(Beginning of Data excerpts)

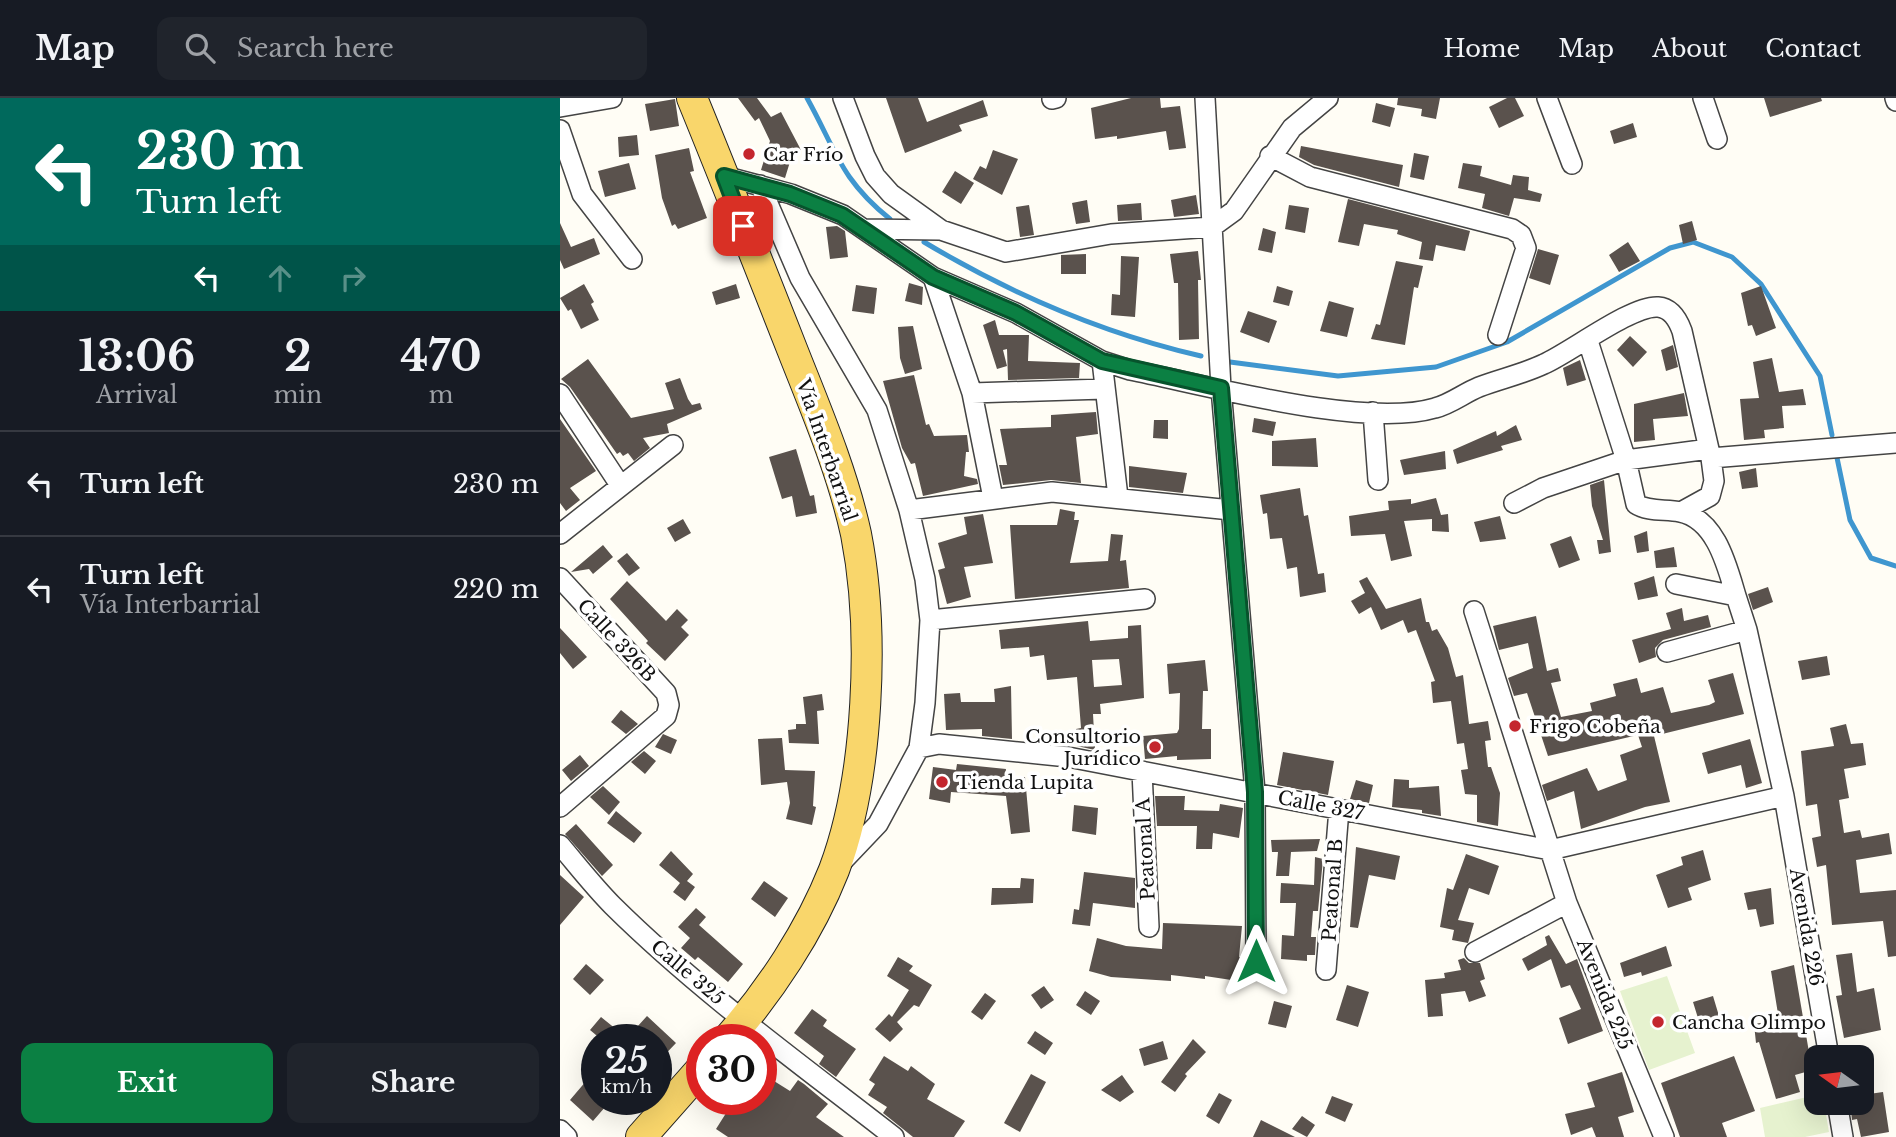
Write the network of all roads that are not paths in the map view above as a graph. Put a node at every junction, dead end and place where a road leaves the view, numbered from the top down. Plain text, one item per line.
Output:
1 (612, 98) edge
2 (692, 98) edge
3 (843, 98) edge
4 (1205, 98) edge
5 (1328, 98) edge
6 (1546, 98) edge
7 (1703, 98) edge
8 (560, 107) edge
9 (560, 130) edge
10 (1717, 139) dead end
11 (1270, 156) junction
12 (1572, 164) dead end
13 (724, 176) junction
14 (760, 185) junction
15 (1212, 227) junction
16 (864, 229) junction
17 (941, 230) junction
18 (632, 259) dead end
19 (933, 277) junction
20 (1498, 335) dead end
21 (1588, 341) junction
22 (1102, 361) junction
23 (1104, 388) junction
24 (1221, 388) junction
25 (560, 394) edge
26 (972, 394) junction
27 (1373, 412) junction
28 (1896, 443) edge
29 (673, 445) dead end
30 (1710, 454) junction
31 (1626, 460) junction
32 (1378, 480) dead end
33 (620, 485) junction
34 (1118, 497) junction
35 (993, 498) junction
36 (1514, 503) dead end
37 (909, 510) junction
38 (1231, 510) junction
39 (1681, 512) junction
40 (560, 534) edge
41 (560, 578) edge
42 (1676, 584) dead end
43 (1736, 596) junction
44 (1144, 599) dead end
45 (1474, 611) dead end
46 (929, 620) junction
47 (1747, 631) junction
48 (1667, 652) dead end
49 (919, 748) junction
50 (1142, 771) junction
51 (1255, 792) junction
52 (1784, 796) junction
53 (560, 807) edge
54 (1339, 809) junction
55 (560, 845) edge
56 (1550, 850) junction
57 (834, 869) junction
58 (1567, 903) junction
59 (1149, 926) dead end
60 (1475, 952) dead end
61 (1256, 961) dead end
62 (1326, 970) dead end
63 (730, 1024) edge
64 (740, 1024) edge
65 (1827, 1045) edge
66 (777, 1058) edge
67 (686, 1086) edge
68 (1838, 1115) edge
69 (560, 1130) edge
70 (1840, 1136) edge
71 (567, 1137) edge
72 (641, 1137) edge
73 (894, 1137) edge
74 (1664, 1137) edge

1 - 8 street
2 - 13 main road, Vía Interbarrial
3 - 17 street
4 - 15 street
5 - 11 street
6 - 12 street
7 - 10 street
9 - 18 street
11 - 15 street
11 - 20 street
13 - 14 street
13 - 57 main road, Vía Interbarrial
14 - 16 street
14 - 37 street
15 - 17 street
15 - 24 street
16 - 17 street
16 - 19 street
19 - 22 street
19 - 26 street
21 - 27 street
21 - 30 street
21 - 31 street
22 - 23 street
22 - 24 street
23 - 26 street
23 - 34 street
24 - 27 street
24 - 38 street
25 - 33 street
26 - 35 street
27 - 32 street
28 - 30 street
29 - 33 street
30 - 31 street
30 - 39 street
31 - 36 street
31 - 39 street
33 - 40 street
34 - 35 street
34 - 38 street
35 - 37 street
37 - 46 street
38 - 51 street
39 - 43 street, Avenida 226
41 - 53 street, Calle 326B
42 - 43 street
43 - 47 street, Avenida 226
44 - 46 street
45 - 56 street, Avenida 225
46 - 49 street
47 - 48 street
47 - 52 street, Avenida 226
49 - 50 street, Calle 327
49 - 57 street
50 - 51 street, Calle 327
50 - 59 street, Peatonal A
51 - 54 street, Calle 327
51 - 61 street
52 - 56 street, Calle 327
52 - 65 street, Avenida 226
54 - 56 street, Calle 327
54 - 62 street, Peatonal B
55 - 63 street, Calle 325
56 - 58 street, Avenida 225
57 - 64 main road, Vía Interbarrial
58 - 60 street
58 - 74 street, Avenida 225
66 - 73 street, Calle 325
67 - 72 main road
68 - 70 street
69 - 71 street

(End of Data excerpts)

» What to do: From the first record to the last, copy everything exactly except the pictures.

» Task result:
Write the network of all roads that are not paths in the map view above as a graph. Put a node at every junction, dead end and place where a road leaves the view, numbered from the top down. Plain text, one item per line.
Output:
1 (612, 98) edge
2 (692, 98) edge
3 (843, 98) edge
4 (1205, 98) edge
5 (1328, 98) edge
6 (1546, 98) edge
7 (1703, 98) edge
8 (560, 107) edge
9 (560, 130) edge
10 (1717, 139) dead end
11 (1270, 156) junction
12 (1572, 164) dead end
13 (724, 176) junction
14 (760, 185) junction
15 (1212, 227) junction
16 (864, 229) junction
17 (941, 230) junction
18 (632, 259) dead end
19 (933, 277) junction
20 (1498, 335) dead end
21 (1588, 341) junction
22 (1102, 361) junction
23 (1104, 388) junction
24 (1221, 388) junction
25 (560, 394) edge
26 (972, 394) junction
27 (1373, 412) junction
28 (1896, 443) edge
29 (673, 445) dead end
30 (1710, 454) junction
31 (1626, 460) junction
32 (1378, 480) dead end
33 (620, 485) junction
34 (1118, 497) junction
35 (993, 498) junction
36 (1514, 503) dead end
37 (909, 510) junction
38 (1231, 510) junction
39 (1681, 512) junction
40 (560, 534) edge
41 (560, 578) edge
42 (1676, 584) dead end
43 (1736, 596) junction
44 (1144, 599) dead end
45 (1474, 611) dead end
46 (929, 620) junction
47 (1747, 631) junction
48 (1667, 652) dead end
49 (919, 748) junction
50 (1142, 771) junction
51 (1255, 792) junction
52 (1784, 796) junction
53 (560, 807) edge
54 (1339, 809) junction
55 (560, 845) edge
56 (1550, 850) junction
57 (834, 869) junction
58 (1567, 903) junction
59 (1149, 926) dead end
60 (1475, 952) dead end
61 (1256, 961) dead end
62 (1326, 970) dead end
63 (730, 1024) edge
64 (740, 1024) edge
65 (1827, 1045) edge
66 (777, 1058) edge
67 (686, 1086) edge
68 (1838, 1115) edge
69 (560, 1130) edge
70 (1840, 1136) edge
71 (567, 1137) edge
72 (641, 1137) edge
73 (894, 1137) edge
74 (1664, 1137) edge

1 - 8 street
2 - 13 main road, Vía Interbarrial
3 - 17 street
4 - 15 street
5 - 11 street
6 - 12 street
7 - 10 street
9 - 18 street
11 - 15 street
11 - 20 street
13 - 14 street
13 - 57 main road, Vía Interbarrial
14 - 16 street
14 - 37 street
15 - 17 street
15 - 24 street
16 - 17 street
16 - 19 street
19 - 22 street
19 - 26 street
21 - 27 street
21 - 30 street
21 - 31 street
22 - 23 street
22 - 24 street
23 - 26 street
23 - 34 street
24 - 27 street
24 - 38 street
25 - 33 street
26 - 35 street
27 - 32 street
28 - 30 street
29 - 33 street
30 - 31 street
30 - 39 street
31 - 36 street
31 - 39 street
33 - 40 street
34 - 35 street
34 - 38 street
35 - 37 street
37 - 46 street
38 - 51 street
39 - 43 street, Avenida 226
41 - 53 street, Calle 326B
42 - 43 street
43 - 47 street, Avenida 226
44 - 46 street
45 - 56 street, Avenida 225
46 - 49 street
47 - 48 street
47 - 52 street, Avenida 226
49 - 50 street, Calle 327
49 - 57 street
50 - 51 street, Calle 327
50 - 59 street, Peatonal A
51 - 54 street, Calle 327
51 - 61 street
52 - 56 street, Calle 327
52 - 65 street, Avenida 226
54 - 56 street, Calle 327
54 - 62 street, Peatonal B
55 - 63 street, Calle 325
56 - 58 street, Avenida 225
57 - 64 main road, Vía Interbarrial
58 - 60 street
58 - 74 street, Avenida 225
66 - 73 street, Calle 325
67 - 72 main road
68 - 70 street
69 - 71 street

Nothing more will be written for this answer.